It used to be an eerie landmark; the tree I saw everyday in the summer of 1999, blackened and ripped by incessant bombing at the old brigade headquarters, is green again.
But much else has withered. The legacy of the Kargil war, one of the toughest wars of modern military history — far tougher than Iraq and Afghanistan — has been shortchanged by India’s politics.
|A soldier points to a post that Pakistani soldiers had occupied in Drass in 1999. Virendra Singh Gosain / HT Photos|
Prime Minister Manmohan Singh’s government has mostly looked away since 2004 when it came to observing the anniversary of the BJP government-era war. President Pratibha Patil was requested to come to Drass, but declined, army sources said.
“I think it’s just disgraceful. They are trying to politicise the issue for no reason,” retired Colonel VN Thapar, father of the late Kargil war hero Capt.

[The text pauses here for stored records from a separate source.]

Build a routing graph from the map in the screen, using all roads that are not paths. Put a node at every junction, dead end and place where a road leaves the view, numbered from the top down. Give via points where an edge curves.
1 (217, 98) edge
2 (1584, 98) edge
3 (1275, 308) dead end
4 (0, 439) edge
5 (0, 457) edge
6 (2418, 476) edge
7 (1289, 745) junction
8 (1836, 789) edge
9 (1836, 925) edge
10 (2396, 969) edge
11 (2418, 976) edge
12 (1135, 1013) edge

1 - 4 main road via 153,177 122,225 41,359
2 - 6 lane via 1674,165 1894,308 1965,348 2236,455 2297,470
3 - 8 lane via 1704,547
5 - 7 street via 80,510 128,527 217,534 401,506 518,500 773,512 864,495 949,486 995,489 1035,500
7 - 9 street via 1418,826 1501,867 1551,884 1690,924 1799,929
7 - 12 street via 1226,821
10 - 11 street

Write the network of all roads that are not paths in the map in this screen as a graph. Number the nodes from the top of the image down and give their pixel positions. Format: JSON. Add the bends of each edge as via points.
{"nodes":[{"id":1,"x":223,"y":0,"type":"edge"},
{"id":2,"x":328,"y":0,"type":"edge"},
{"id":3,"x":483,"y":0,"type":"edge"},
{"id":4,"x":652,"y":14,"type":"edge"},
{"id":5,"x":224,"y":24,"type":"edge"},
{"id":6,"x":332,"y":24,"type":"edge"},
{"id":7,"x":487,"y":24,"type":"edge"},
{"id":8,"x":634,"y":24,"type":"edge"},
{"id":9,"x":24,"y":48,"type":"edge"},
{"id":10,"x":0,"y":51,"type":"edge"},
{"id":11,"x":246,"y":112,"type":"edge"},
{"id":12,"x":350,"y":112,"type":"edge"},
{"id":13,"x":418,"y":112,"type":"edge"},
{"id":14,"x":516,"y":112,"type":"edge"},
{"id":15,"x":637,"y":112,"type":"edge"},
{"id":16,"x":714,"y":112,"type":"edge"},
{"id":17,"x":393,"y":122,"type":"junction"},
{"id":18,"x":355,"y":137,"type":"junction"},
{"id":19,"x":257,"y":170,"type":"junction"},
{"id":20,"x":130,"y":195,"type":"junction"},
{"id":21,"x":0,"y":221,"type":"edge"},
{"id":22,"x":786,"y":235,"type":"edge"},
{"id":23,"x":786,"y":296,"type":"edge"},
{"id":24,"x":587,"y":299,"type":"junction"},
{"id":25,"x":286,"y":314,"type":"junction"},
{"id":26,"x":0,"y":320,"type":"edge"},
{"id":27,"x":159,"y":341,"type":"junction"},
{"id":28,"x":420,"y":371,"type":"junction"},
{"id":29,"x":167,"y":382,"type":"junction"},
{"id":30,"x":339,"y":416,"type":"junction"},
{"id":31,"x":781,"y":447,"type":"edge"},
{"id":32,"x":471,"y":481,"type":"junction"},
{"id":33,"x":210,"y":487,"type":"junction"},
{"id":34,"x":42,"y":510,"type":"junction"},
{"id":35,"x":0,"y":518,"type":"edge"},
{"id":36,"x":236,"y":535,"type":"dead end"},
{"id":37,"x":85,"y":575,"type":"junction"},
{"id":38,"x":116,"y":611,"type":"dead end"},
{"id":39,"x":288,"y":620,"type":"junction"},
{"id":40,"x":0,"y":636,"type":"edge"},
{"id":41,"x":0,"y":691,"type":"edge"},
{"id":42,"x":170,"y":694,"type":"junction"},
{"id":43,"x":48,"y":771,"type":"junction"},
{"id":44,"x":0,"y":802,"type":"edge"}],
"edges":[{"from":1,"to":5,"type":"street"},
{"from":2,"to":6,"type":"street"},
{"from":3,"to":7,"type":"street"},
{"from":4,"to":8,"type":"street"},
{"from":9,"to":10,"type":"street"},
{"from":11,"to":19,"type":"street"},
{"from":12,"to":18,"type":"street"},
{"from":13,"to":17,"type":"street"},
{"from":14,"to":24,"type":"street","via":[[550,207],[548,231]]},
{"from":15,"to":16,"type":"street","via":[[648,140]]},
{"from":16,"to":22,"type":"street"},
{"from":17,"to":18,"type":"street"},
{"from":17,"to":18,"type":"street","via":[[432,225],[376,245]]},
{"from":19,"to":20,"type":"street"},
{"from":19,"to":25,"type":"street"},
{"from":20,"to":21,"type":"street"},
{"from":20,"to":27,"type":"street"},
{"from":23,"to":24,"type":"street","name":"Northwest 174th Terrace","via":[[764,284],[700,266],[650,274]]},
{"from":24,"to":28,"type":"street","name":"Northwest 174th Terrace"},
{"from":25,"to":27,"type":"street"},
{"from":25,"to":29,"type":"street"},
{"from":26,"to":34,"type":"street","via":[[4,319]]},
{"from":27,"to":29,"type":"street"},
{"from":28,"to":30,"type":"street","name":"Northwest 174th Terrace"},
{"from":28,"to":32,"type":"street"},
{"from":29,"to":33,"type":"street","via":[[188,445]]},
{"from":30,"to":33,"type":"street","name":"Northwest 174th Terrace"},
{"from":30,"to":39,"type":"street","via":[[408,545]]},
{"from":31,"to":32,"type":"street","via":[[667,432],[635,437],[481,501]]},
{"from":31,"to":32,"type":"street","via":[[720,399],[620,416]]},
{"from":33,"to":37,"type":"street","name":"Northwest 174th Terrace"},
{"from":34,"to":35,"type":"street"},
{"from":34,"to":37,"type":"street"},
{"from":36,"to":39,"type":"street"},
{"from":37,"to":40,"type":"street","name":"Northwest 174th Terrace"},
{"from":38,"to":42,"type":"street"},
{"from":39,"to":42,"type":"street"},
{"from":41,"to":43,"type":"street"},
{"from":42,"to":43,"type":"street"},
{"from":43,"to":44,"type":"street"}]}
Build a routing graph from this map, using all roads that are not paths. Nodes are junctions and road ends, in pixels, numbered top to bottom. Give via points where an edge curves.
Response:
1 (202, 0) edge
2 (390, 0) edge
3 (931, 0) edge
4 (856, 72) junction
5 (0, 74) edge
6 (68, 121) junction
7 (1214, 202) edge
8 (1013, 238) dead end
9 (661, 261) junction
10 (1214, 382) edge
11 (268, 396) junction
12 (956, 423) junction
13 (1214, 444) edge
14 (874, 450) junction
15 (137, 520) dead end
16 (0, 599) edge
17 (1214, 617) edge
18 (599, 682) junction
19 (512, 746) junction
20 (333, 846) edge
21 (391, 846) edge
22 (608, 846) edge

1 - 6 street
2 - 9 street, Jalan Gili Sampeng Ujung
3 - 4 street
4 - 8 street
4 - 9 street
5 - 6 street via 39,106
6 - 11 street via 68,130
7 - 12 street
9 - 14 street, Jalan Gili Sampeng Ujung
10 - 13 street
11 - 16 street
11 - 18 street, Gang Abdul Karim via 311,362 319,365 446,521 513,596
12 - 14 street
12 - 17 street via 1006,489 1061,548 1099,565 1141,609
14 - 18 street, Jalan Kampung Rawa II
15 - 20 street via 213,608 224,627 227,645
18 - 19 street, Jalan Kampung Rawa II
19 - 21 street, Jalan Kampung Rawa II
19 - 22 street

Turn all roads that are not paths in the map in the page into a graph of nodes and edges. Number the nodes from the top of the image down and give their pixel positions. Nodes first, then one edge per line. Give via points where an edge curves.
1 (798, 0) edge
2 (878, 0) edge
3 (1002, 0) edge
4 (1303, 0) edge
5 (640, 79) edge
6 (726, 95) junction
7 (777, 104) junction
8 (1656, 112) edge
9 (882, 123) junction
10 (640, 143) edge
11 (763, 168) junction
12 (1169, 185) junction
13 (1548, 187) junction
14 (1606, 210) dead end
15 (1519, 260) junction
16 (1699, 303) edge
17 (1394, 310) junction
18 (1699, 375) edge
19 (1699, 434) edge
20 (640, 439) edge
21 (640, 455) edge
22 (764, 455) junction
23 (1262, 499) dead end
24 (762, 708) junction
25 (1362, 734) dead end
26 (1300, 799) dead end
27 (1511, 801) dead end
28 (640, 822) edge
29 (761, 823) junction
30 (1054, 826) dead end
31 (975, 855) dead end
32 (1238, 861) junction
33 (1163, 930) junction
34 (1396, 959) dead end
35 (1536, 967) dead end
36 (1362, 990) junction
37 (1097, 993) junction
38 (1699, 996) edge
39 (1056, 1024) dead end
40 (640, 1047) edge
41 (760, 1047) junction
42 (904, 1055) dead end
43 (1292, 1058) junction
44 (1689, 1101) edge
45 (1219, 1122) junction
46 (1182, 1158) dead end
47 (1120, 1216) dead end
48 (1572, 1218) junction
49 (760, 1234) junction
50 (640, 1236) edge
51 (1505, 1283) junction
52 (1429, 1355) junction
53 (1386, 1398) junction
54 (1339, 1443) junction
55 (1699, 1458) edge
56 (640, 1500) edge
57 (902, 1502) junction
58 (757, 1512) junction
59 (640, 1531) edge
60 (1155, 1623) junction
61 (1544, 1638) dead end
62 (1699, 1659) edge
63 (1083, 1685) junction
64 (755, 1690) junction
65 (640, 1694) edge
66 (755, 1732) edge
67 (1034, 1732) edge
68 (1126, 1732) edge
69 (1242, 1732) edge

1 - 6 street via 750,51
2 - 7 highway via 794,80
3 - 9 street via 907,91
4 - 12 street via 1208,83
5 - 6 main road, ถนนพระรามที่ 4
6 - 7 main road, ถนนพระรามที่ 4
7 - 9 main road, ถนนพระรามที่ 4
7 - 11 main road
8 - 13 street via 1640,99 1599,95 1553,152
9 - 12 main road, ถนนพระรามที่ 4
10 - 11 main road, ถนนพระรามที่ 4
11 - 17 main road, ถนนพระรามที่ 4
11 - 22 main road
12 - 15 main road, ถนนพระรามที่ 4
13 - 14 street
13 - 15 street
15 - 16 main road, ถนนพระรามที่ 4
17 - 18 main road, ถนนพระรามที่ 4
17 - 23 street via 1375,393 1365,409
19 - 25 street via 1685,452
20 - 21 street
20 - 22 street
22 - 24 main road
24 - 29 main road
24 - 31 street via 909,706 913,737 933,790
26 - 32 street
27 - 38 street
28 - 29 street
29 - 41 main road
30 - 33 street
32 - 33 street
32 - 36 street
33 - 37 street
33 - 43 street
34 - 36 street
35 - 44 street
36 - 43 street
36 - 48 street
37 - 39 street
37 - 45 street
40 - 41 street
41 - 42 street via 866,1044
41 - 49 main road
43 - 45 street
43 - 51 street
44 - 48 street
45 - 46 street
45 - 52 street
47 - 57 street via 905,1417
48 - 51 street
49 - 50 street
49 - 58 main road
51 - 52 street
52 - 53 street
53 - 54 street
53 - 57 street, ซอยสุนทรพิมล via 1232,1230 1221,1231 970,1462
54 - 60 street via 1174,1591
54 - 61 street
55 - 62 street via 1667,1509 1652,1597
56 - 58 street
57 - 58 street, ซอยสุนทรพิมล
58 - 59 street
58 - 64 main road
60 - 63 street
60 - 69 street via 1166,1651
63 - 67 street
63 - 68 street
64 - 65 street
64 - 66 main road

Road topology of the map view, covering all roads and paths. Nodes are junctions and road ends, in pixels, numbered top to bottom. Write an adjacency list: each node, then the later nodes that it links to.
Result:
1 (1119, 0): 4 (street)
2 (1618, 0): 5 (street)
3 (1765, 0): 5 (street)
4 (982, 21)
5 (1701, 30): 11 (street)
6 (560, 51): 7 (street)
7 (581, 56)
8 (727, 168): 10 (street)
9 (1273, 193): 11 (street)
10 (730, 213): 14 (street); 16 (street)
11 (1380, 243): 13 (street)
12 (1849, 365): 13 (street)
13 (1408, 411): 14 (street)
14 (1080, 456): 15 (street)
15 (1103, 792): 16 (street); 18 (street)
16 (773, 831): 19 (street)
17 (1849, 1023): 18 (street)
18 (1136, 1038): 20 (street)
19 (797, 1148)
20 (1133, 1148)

Vijayant Thapar, told the Hindustan Times as he prepared to head to Drass, the world’s second coldest inhabited place after Oymyakon in Russia.
That is the casualty in a country where a major section of its under-15 population of 350 million have no recollection of the war and no sense of what it meant for India.
“We used to think armymen live a cushy life and zoom around in cars and waste money — I had no empathy for the Army,” said Manraj Singh, 19, a physical education student from Punjab’s Abohar town, as he sat back after dinner at a restaurant in Drass, a town of 2,000 people. “After we came here and saw how and in what kind of place they fought and won the war for the nation I felt really proud of them.”
More than 520 soldiers died in the Kargil war.
In 1999, Indian soldiers had to clamber up impossible, vertical cliffs amid gunfire to retake strategic Ladakh mountains from hundred of Pakistani raiders, including army regulars who sat on the height and could easily bring down approaching soldiers.
On July 26, the day when victory was declared in 1999, Defence Minister A.K. Antony will only pay a wreath in New Delhi, staying away from the massive 10th anniversary celebration planned in the operational hub of Drass on the weekend when top generals from across India and the families of slain officers and soldiers are to arrive here.
Congress MP Rashid Ali called it “Bharatiya Janata Party’s war”. Coal Minister Sri Prakash Jaiswal said he did not know about the anniversary.
A top army officer shrugged it off. “We chose this life. We aren’t cribbing or hankering after praise. We shall honour our heroes ourselves,” said the officer, declining to be named as he is not authorised to talk to the media.
But Thapar, whose son Vijayant died fighting as he led an advance on a mountain feature called Knoll, said: “This is going a bit too far. I think we should not expect anything from the leaders and have the army and citizens celebrate.”
That is what is happening.
Unlike previous years when Drass hosted mostly western backpackers Indians dominate the tourists who have come here for the summer.
Yes, the former bombed-out dusty town is now a tourist hub.
The town where the ‘market’ was a row of crumbling wooden-shuttered shacks, and just a tea shop for some shelling-time reprieve, now has several small hotels “with complete sanitary fittings” — as one proudly advertised.
“It’s amazing so many Indian tourists are coming this year,” said Mohammed Saleem, 45, of the Afzal hotel. “They want to know what happened at Tiger Hill and Tololing peak and Drass.”
Businessman Saleem Iqbal, 25, sees a greater opportunity.
“If we get permission to take tourists to Tiger Hill on horseback, there will be a big boom,” he said.
Not like the ones he heard everyday in the summer of 1999 as he hunkered fearfully in his first floor marketside home.